EXERCISE BRIEF:
The listing, minus its pictures, is to be given again exactly.

WORKING DATA:
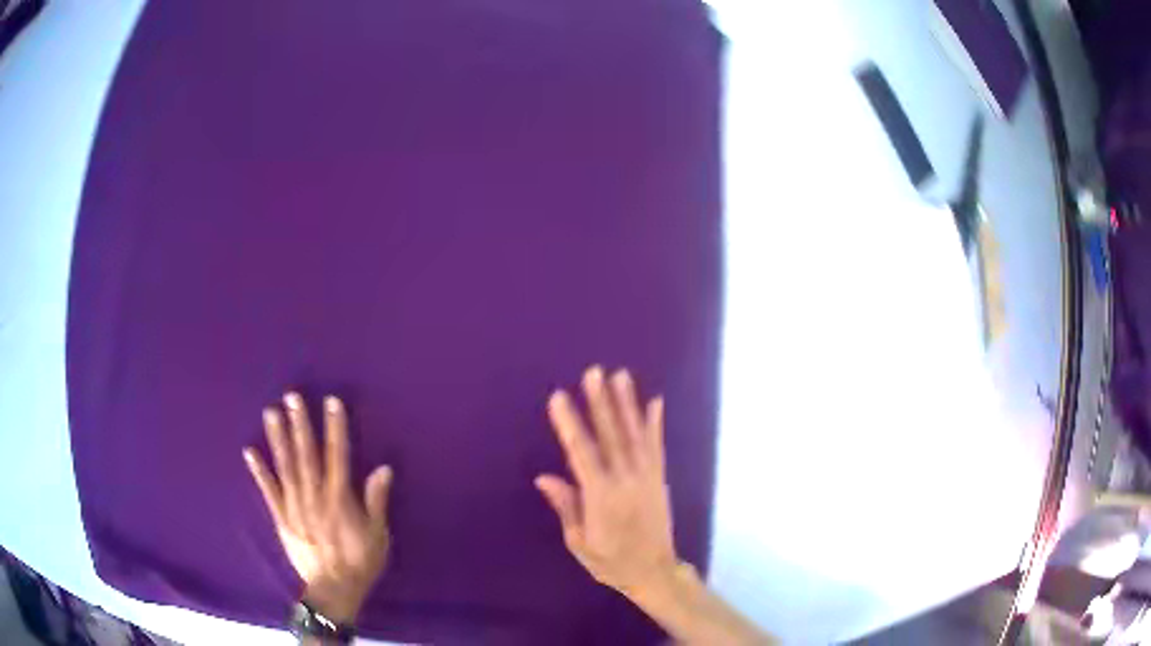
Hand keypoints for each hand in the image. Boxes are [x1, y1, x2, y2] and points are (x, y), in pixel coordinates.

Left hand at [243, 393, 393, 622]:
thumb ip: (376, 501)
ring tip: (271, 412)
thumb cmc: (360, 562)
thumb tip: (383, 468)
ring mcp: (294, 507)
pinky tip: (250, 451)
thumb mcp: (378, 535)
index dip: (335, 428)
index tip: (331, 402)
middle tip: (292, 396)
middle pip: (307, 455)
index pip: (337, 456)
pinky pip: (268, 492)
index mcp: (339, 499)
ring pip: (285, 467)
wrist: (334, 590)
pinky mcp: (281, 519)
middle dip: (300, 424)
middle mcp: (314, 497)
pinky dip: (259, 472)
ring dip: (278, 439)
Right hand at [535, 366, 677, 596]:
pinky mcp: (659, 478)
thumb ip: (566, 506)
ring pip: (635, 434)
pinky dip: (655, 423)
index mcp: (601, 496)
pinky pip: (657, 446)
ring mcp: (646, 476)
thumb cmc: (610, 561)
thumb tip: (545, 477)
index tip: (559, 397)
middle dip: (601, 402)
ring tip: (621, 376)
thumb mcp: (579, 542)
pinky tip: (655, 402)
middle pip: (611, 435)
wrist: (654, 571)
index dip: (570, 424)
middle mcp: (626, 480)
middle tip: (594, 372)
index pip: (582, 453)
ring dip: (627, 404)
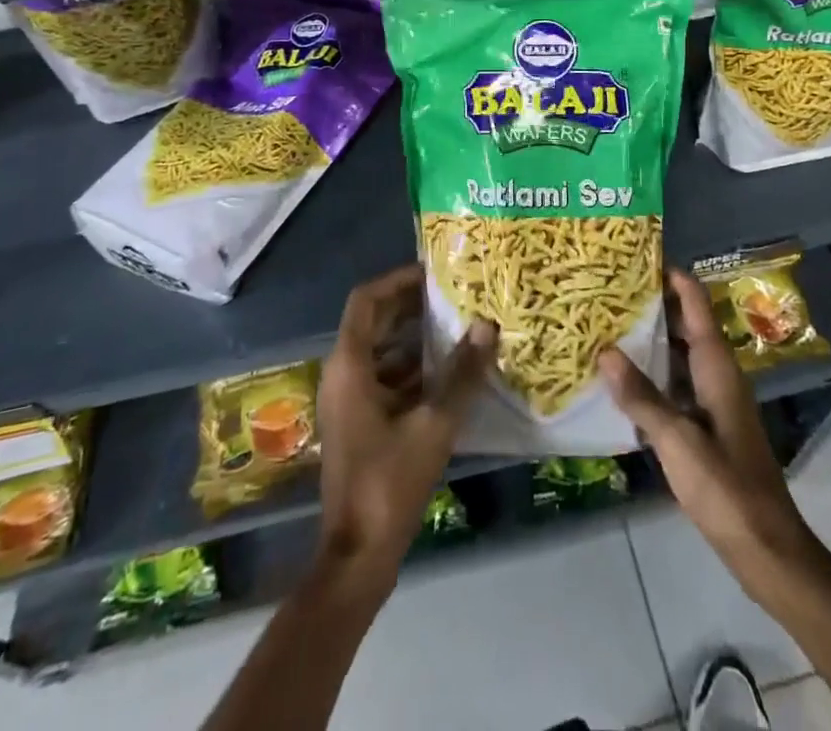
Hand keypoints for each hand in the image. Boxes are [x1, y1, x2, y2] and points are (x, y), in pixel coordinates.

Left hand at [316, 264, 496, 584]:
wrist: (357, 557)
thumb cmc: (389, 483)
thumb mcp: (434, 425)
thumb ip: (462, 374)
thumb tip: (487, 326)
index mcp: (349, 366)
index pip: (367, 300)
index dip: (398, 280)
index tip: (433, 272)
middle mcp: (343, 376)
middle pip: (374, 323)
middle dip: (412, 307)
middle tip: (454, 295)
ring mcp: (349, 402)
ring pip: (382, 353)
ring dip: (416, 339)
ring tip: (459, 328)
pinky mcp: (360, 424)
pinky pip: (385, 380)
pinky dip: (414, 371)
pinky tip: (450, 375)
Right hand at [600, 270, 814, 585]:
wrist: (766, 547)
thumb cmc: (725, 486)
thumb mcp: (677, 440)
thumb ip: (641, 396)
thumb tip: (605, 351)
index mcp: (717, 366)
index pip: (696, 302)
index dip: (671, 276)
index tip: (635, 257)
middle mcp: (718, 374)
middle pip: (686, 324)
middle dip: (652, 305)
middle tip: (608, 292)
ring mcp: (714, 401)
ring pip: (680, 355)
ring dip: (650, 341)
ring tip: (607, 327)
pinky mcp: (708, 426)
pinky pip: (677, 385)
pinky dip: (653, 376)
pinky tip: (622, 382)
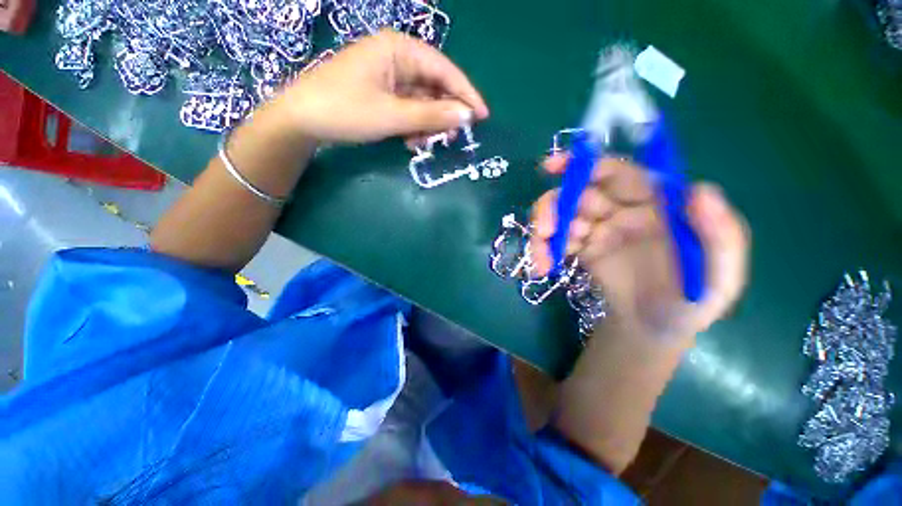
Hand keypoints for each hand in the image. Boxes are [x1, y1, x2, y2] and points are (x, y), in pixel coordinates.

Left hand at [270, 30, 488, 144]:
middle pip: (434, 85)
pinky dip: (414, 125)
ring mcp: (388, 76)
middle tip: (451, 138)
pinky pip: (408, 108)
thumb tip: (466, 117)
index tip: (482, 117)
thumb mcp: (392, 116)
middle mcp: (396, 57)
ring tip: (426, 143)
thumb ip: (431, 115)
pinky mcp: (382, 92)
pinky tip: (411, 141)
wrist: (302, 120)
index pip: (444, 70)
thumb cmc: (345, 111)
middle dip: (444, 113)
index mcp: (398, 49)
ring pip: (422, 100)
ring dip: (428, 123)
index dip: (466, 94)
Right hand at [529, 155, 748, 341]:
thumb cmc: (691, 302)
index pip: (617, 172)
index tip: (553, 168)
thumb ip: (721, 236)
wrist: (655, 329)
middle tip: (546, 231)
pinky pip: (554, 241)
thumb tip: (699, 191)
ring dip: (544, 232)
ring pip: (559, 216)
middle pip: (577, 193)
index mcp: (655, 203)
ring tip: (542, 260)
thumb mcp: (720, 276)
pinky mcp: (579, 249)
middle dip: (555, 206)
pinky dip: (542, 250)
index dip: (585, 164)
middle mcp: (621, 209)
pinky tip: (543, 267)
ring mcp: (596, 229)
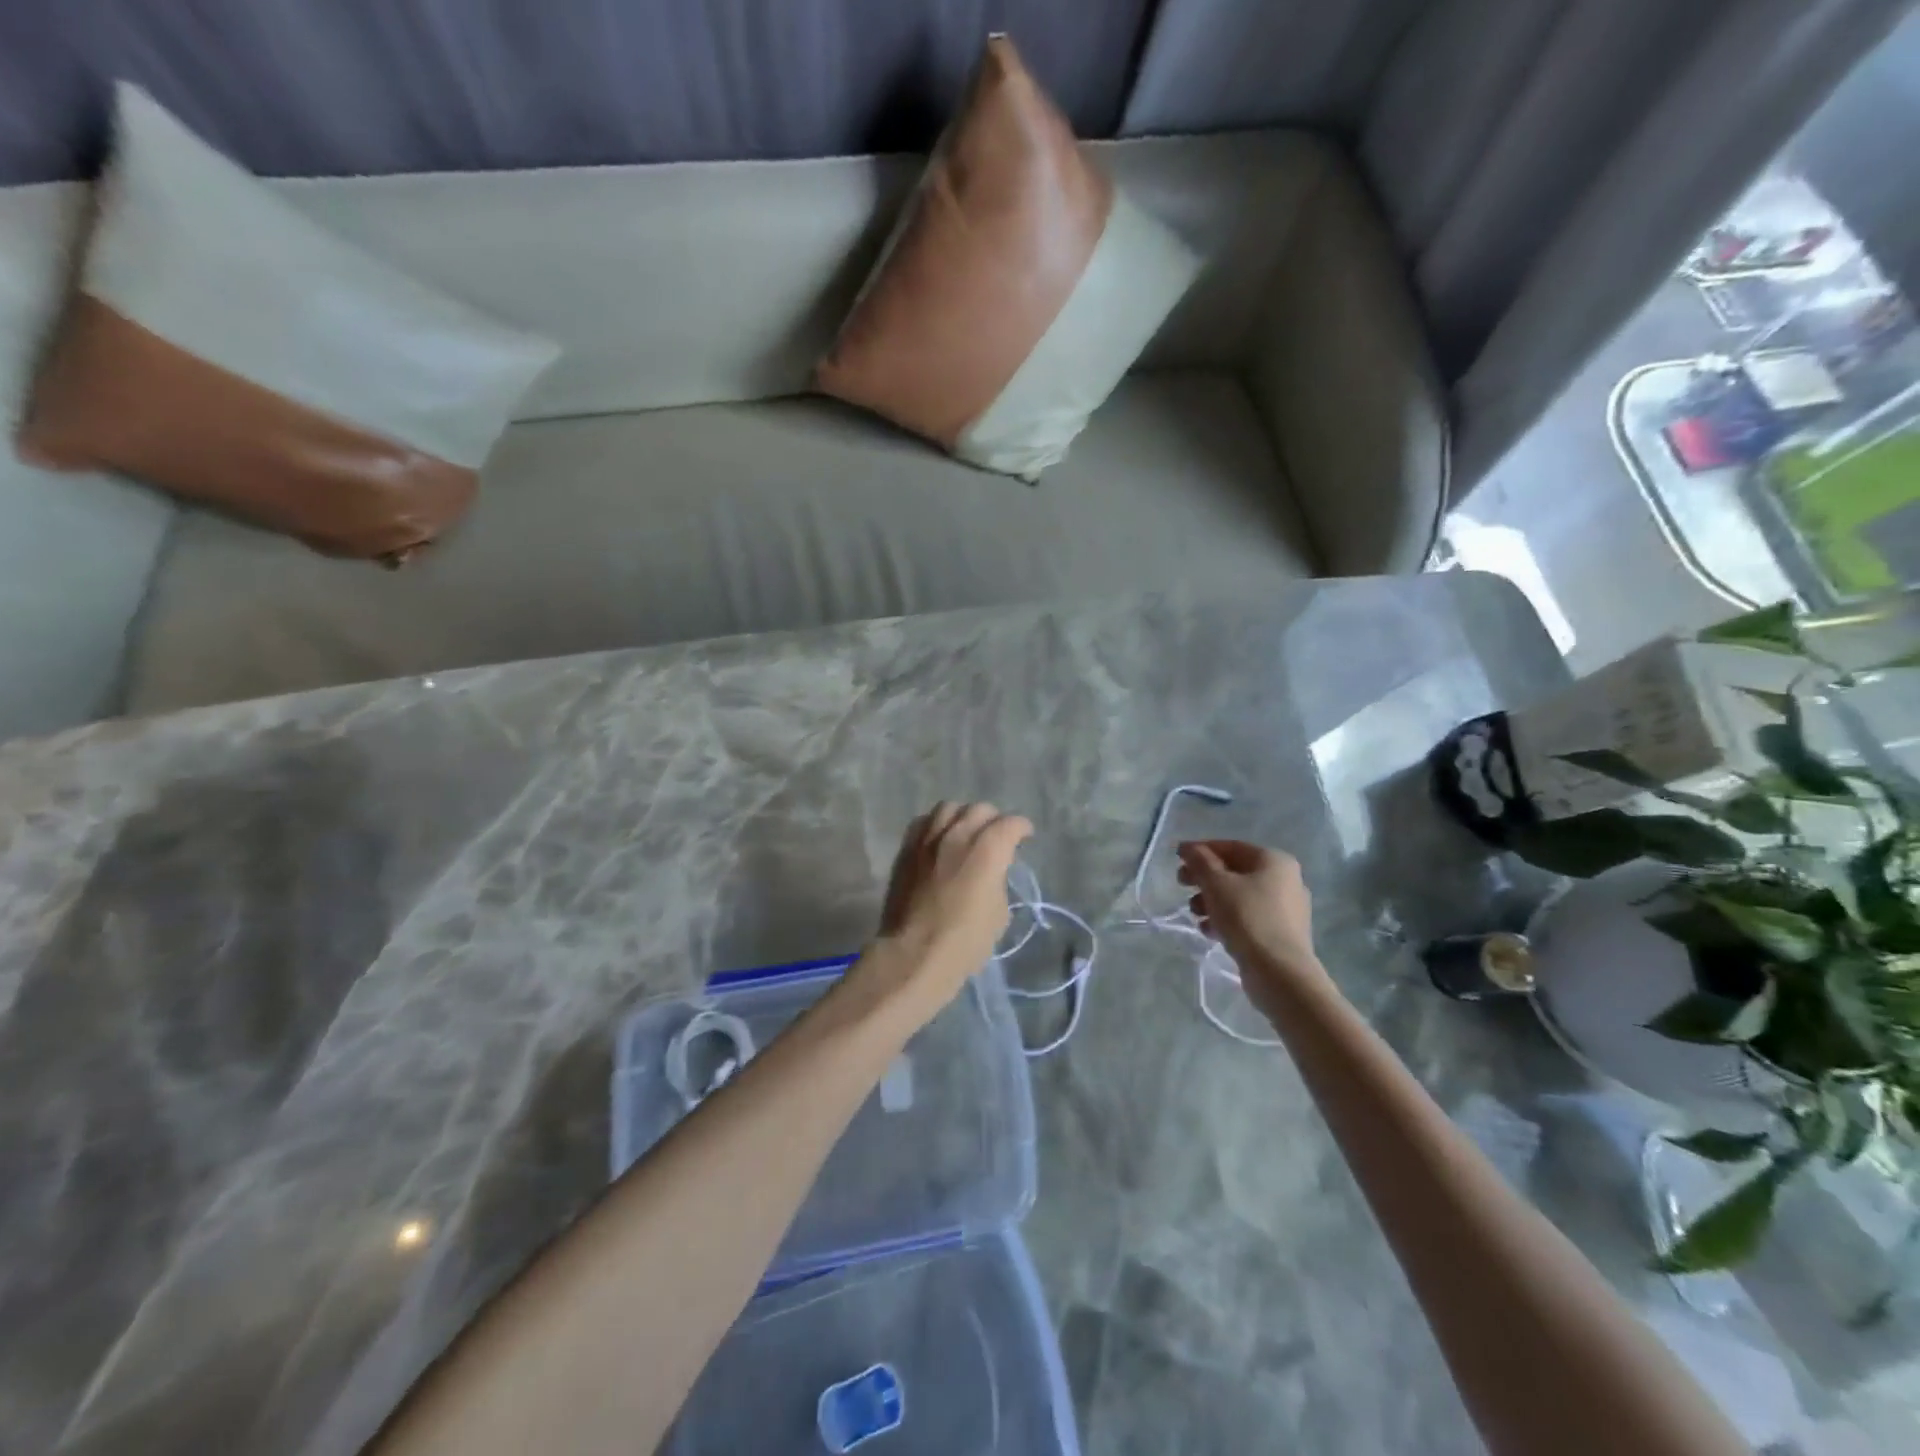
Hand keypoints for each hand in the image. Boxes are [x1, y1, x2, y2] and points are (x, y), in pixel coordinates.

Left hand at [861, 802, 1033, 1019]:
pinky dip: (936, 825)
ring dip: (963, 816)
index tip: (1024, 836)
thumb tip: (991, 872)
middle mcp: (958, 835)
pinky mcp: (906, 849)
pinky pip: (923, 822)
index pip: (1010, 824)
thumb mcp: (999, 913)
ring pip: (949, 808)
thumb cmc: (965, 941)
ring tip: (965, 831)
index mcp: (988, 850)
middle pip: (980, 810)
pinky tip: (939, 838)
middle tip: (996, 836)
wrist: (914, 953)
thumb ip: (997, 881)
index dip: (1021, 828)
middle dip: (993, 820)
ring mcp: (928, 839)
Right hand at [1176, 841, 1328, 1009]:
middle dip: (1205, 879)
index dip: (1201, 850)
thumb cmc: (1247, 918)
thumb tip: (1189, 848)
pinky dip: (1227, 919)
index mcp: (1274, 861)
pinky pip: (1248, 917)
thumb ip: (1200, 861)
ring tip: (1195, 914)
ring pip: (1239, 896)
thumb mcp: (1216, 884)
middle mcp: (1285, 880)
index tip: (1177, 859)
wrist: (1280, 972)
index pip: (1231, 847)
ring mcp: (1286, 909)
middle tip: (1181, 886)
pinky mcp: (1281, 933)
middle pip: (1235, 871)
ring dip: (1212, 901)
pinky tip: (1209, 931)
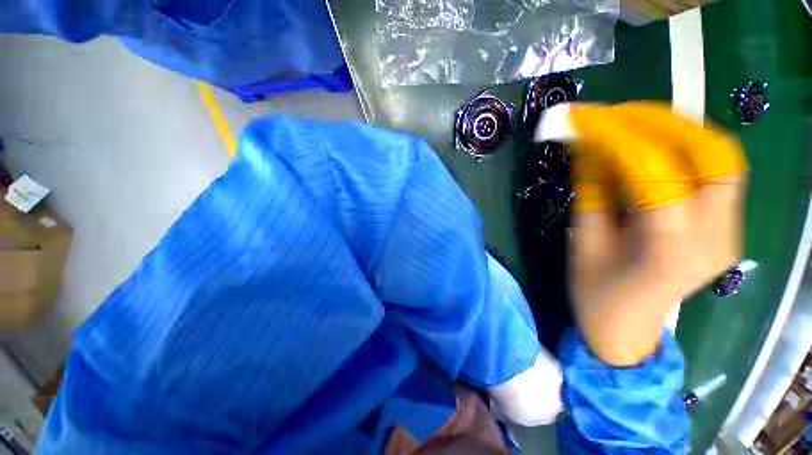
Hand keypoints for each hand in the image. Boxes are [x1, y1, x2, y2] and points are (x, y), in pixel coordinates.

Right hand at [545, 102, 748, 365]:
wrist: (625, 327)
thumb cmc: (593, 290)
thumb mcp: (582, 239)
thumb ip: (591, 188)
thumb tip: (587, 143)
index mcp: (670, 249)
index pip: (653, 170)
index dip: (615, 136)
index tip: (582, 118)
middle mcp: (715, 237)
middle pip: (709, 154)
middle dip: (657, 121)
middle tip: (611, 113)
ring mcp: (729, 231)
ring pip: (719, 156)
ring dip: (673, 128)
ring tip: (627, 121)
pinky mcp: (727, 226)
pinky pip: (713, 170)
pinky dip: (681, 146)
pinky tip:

TASK OUTPUT:
Hand keypoints for each hand in the image. Boxes are [x1, y1, x2, y2] and points are (x, y), in pixel coordinates.

Left hand at [243, 393, 393, 622]:
thumb ip: (376, 501)
ring tip: (271, 412)
thumb cmc: (360, 562)
thumb tip: (383, 468)
ring mcp: (294, 507)
pinky tip: (250, 451)
thumb mcp: (378, 535)
index dip: (335, 428)
index tip: (331, 402)
middle tip: (292, 396)
middle pip: (307, 455)
index pip: (337, 456)
pinky pip: (268, 492)
index mcp: (339, 499)
ring pip: (285, 467)
wrist: (334, 590)
pinky mcp: (281, 519)
middle dip: (300, 424)
middle mcp: (314, 497)
pinky dip: (259, 472)
ring dip: (278, 439)
Right hand at [535, 366, 677, 596]:
pinky mcp: (659, 478)
thumb ip: (566, 506)
ring pip: (635, 434)
pinky dip: (655, 423)
index mcp: (601, 496)
pinky pip: (657, 446)
ring mcp: (646, 476)
thumb cmc: (610, 561)
thumb tip: (545, 477)
index tip: (559, 397)
middle dip: (601, 402)
ring tip: (621, 376)
thumb mcp: (579, 542)
pinky tip: (655, 402)
middle pip: (611, 435)
wrist: (654, 571)
index dip: (570, 424)
middle mcp: (626, 480)
middle tip: (594, 372)
index pip: (582, 453)
ring dip: (627, 404)
Hand keypoints for each hand in the image. Boxes are [x1, y1, x2, y2] and points are (x, y), in pixel coordinates.

Left hand at [316, 264, 496, 584]:
wrist: (357, 557)
thumb cmc: (389, 483)
thumb mcp: (434, 425)
thumb ip: (462, 374)
thumb tip: (487, 326)
index mcp: (349, 366)
index pip: (367, 300)
index dip: (398, 280)
index tip: (433, 272)
middle mcp: (343, 376)
middle pip: (374, 323)
middle dip: (412, 307)
middle tip: (454, 295)
ring mcp: (349, 402)
ring pip: (382, 353)
ring dip: (416, 339)
ring tip: (459, 328)
pinky mcp: (360, 424)
pinky pip: (385, 380)
pinky dip: (414, 371)
pinky tip: (450, 375)
Right hand at [600, 270, 814, 585]:
wrist: (766, 547)
thumb cmc: (725, 486)
thumb mcp: (677, 440)
thumb ip: (641, 396)
thumb tip: (605, 351)
index mcp: (717, 366)
index pip: (696, 302)
index dip: (671, 276)
index tip: (635, 257)
middle mcp: (718, 374)
middle pip: (686, 324)
middle dip: (652, 305)
middle tip: (608, 292)
ring mcp: (714, 401)
ring pip: (680, 355)
ring dip: (650, 341)
ring tip: (607, 327)
pinky mcp: (708, 426)
pinky pip: (677, 385)
pinky dip: (653, 376)
pinky tip: (622, 382)
Hand keypoints for each hand in the image. Boxes are [x1, y1, x2, y2] and points are (x, y), in pixel coordinates.

Left hand at [270, 30, 488, 144]:
middle pip: (434, 85)
pinky dip: (414, 125)
ring mcp: (388, 76)
middle tip: (451, 138)
pinky pip: (408, 108)
thumb tip: (466, 117)
index tip: (482, 117)
thumb mcp: (392, 116)
middle mcp: (396, 57)
ring tip: (426, 143)
thumb ip: (431, 115)
pinky mcp: (382, 92)
pinky tip: (411, 141)
wrist: (302, 120)
index pip: (444, 70)
thumb cmc: (345, 111)
middle dip: (444, 113)
index mcp: (398, 49)
ring pip: (422, 100)
ring dip: (428, 123)
index dip: (466, 94)
Right hand at [529, 155, 748, 341]:
thumb cmc: (691, 302)
index pip: (617, 172)
index tip: (553, 168)
thumb ip: (721, 236)
wrist: (655, 329)
middle tip: (546, 231)
pinky pip: (554, 241)
thumb tip: (699, 191)
ring dip: (544, 232)
ring pip: (559, 216)
middle pip: (577, 193)
index mcp: (655, 203)
ring tip: (542, 260)
thumb mcp: (720, 276)
pinky mcp: (579, 249)
middle dip: (555, 206)
pinky dip: (542, 250)
index dip: (585, 164)
middle mcp: (621, 209)
pinky tip: (543, 267)
ring mcp: (596, 229)
Hand keypoints for each hand in the image. Boxes are [x1, y1, x2, y2] and points are (x, y), in pixel coordinates.

Left hand at [861, 802, 1033, 1019]:
pinky dip: (936, 825)
ring dip: (963, 816)
index tip: (1024, 836)
thumb tip: (991, 872)
middle mcp: (958, 835)
pinky mcp: (906, 849)
pinky pip: (923, 822)
index pip: (1010, 824)
thumb mcp: (999, 913)
ring pip: (949, 808)
thumb cmc: (965, 941)
ring tip: (965, 831)
index mcp: (988, 850)
middle pip: (980, 810)
pinky tip: (939, 838)
middle tip: (996, 836)
wrist: (914, 953)
thumb ip: (997, 881)
index dip: (1021, 828)
middle dip: (993, 820)
ring mcp: (928, 839)
Right hand at [1176, 841, 1328, 1009]:
middle dip: (1205, 879)
index dip: (1201, 850)
thumb cmc: (1247, 918)
thumb tip: (1189, 848)
pinky dip: (1227, 919)
index mcp: (1274, 861)
pinky pip: (1248, 917)
thumb ip: (1200, 861)
ring tip: (1195, 914)
ring pip: (1239, 896)
thumb mcp: (1216, 884)
middle mcp: (1285, 880)
index tip: (1177, 859)
wrist: (1280, 972)
index pip: (1231, 847)
ring mcp: (1286, 909)
middle tip: (1181, 886)
pinky mcp: (1281, 933)
middle pip: (1235, 871)
ring dip: (1212, 901)
pinky tip: (1209, 931)
Hand keypoints for each hand in the image. Boxes are [x1, y1, x2, y2] and points are (x, y), in pixel coordinates.

Right hand at [545, 102, 748, 365]:
wrist: (625, 327)
thumb cmc: (593, 290)
thumb mcp: (582, 239)
thumb ip: (591, 188)
thumb tip: (587, 143)
index mcp: (670, 249)
index pip: (653, 170)
index dip: (615, 136)
index tip: (582, 118)
middle mcp: (715, 237)
middle pip: (709, 154)
middle dip: (657, 121)
middle tip: (611, 113)
ring mcp: (729, 231)
ring pip: (719, 156)
ring dip: (673, 128)
ring tip: (627, 121)
pinky mcp: (727, 226)
pinky pip: (713, 170)
pinky dip: (681, 146)
pinky tip:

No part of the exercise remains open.